Red Hat’s Emerging Technologies blog includes posts that discuss technologies that are under active development in upstream open source communities and at Red Hat. We believe in sharing early and often the things we’re working on, but we want to note that unless otherwise stated the technologies and how-tos shared here aren’t part of supported products, nor promised to be in the future.
For organizations seeking a single identity framework across their hybrid cloud environments, the SPIFFE (the Secure Production Identity Framework For Everyone) and SPIRE (the SPIFFE Runtime Environment) frameworks provide a single root of trust that can be associated with workloads across on-premise and cloud platforms.
In this article, we will elaborate on how you can integrate the SPIFFE/SPIRE framework with OpenShift to address your workload identity concerns, an introductory use case which demonstrates the benefits of the SPIFFE/SPIRE framework and how the framework can be extended beyond this use case for securing your platform and applications. This article is a collaboration between members from the IBM Research and Red Hat teams to demonstrate upstream SPIFFE/SPIRE capabilities with the OpenShift platform and help solve real-world customer concerns around workload identity.

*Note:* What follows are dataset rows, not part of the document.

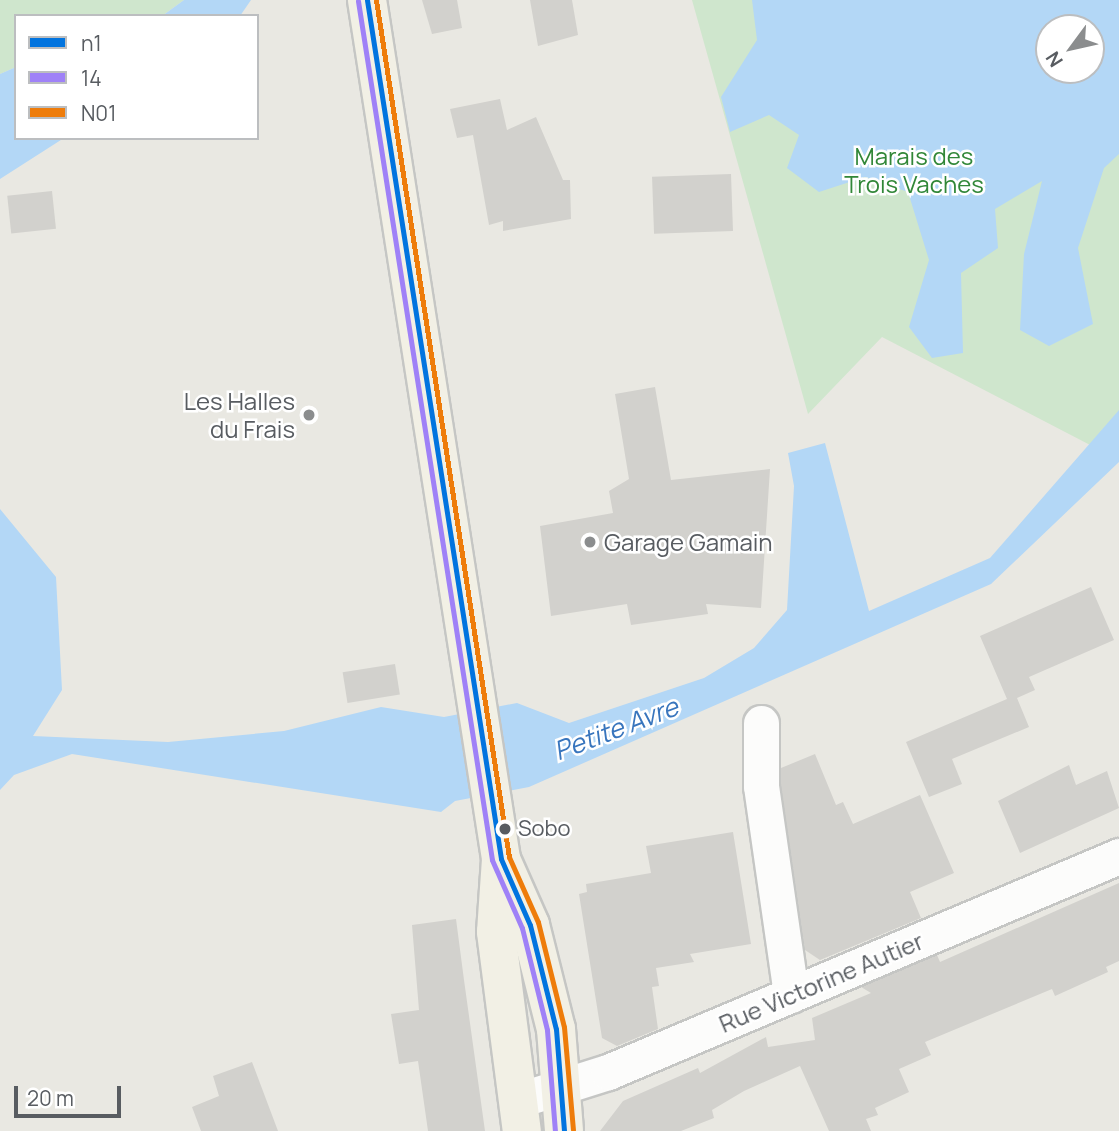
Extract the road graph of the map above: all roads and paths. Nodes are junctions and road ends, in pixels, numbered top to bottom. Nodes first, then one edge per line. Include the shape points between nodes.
1 (367, 0) edge
2 (761, 723) dead end
3 (1119, 856) edge
4 (501, 859) junction
5 (791, 995) junction
6 (562, 1090) junction
7 (521, 1116) edge
8 (564, 1131) edge

1 - 4 main road
2 - 5 street via 761,786
3 - 5 street, Rue Victorine Autier
4 - 6 main road via 530,925 556,1029
4 - 7 main road via 496,932
5 - 6 street, Rue Victorine Autier
6 - 7 street, Rue Victorine Autier
6 - 8 main road

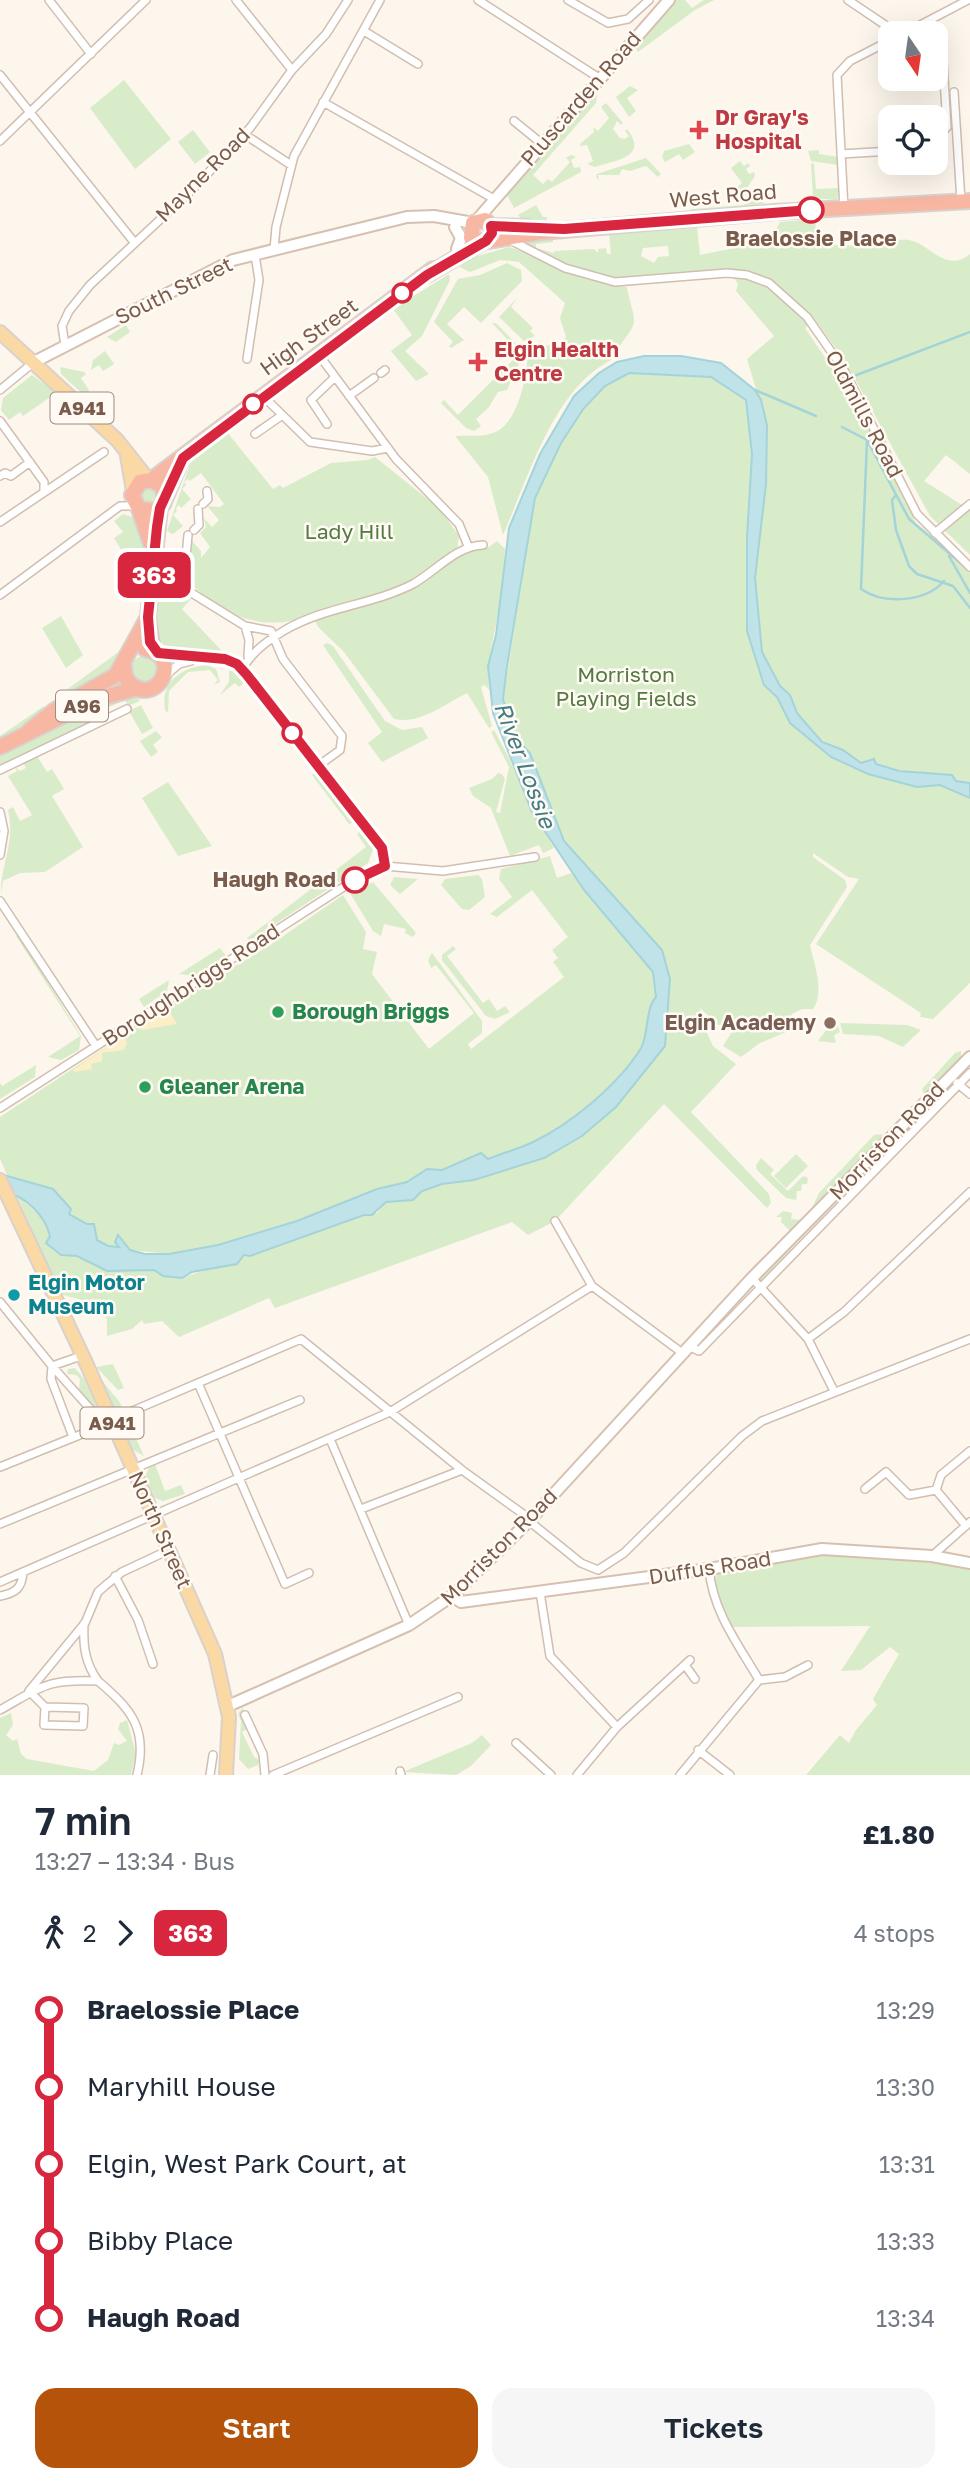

Cross-cloud workload identity and its challenges
What does “workload identity” really mean? Most cloud platforms come with a trusted identity provider that is integrated with the platform or the cloud infrastructure. This provider consists of a certificate authority, or root of trust, to provision identities for the application workloads running on top of the platform. This means that when an application container running within these environments wants to access a service, it takes that identity which comes in the form of a x509 cert or JWT (JSON Web Token), and presents it to a Policy Enforcement Point which verifies this identity with the Identity Service. Then, based on defined policies, access is either granted or rejected. This process works fine in a single cloud provider environment, but when there are two or more providers in use, there is no common “Trust Domain” to verify the identity as there will likely be different Identity Schemas defined by each of the cloud providers.
Picture A: Cross-cloud identity challenge with different cloud schemas
Achieving cross-cloud workload identity with SPIRE and Tornjak on OpenShift
Picture A above changes dramatically with the addition of SPIFFE, SPIRE and Tornjak on OpenShift, as reflected in Picture B below. SPIFFE is a Cloud Native Computing Foundation (CNCF) graduated project that defines an identity format and specifies how workloads can securely obtain identities in heterogeneous and dynamic cloud environments. SPIRE, also a CNCF graduated project, provides a production-ready implementation of the SPIFFE standards and enables organization-wide management of SPIFFE identities and identity attestation. It issues and rotates identity tokens and provides a single point of federation using an OpenID Identity Provider (OIDC) discovery service. Refer to the SPIRE documentation for a detailed overview on architecture and concepts. Lastly, Tornjak, a control plane and user interface for SPIRE, defines and presents organization-wide universal workload identity schemes. The Tornjak project was donated to CNCF by IBM.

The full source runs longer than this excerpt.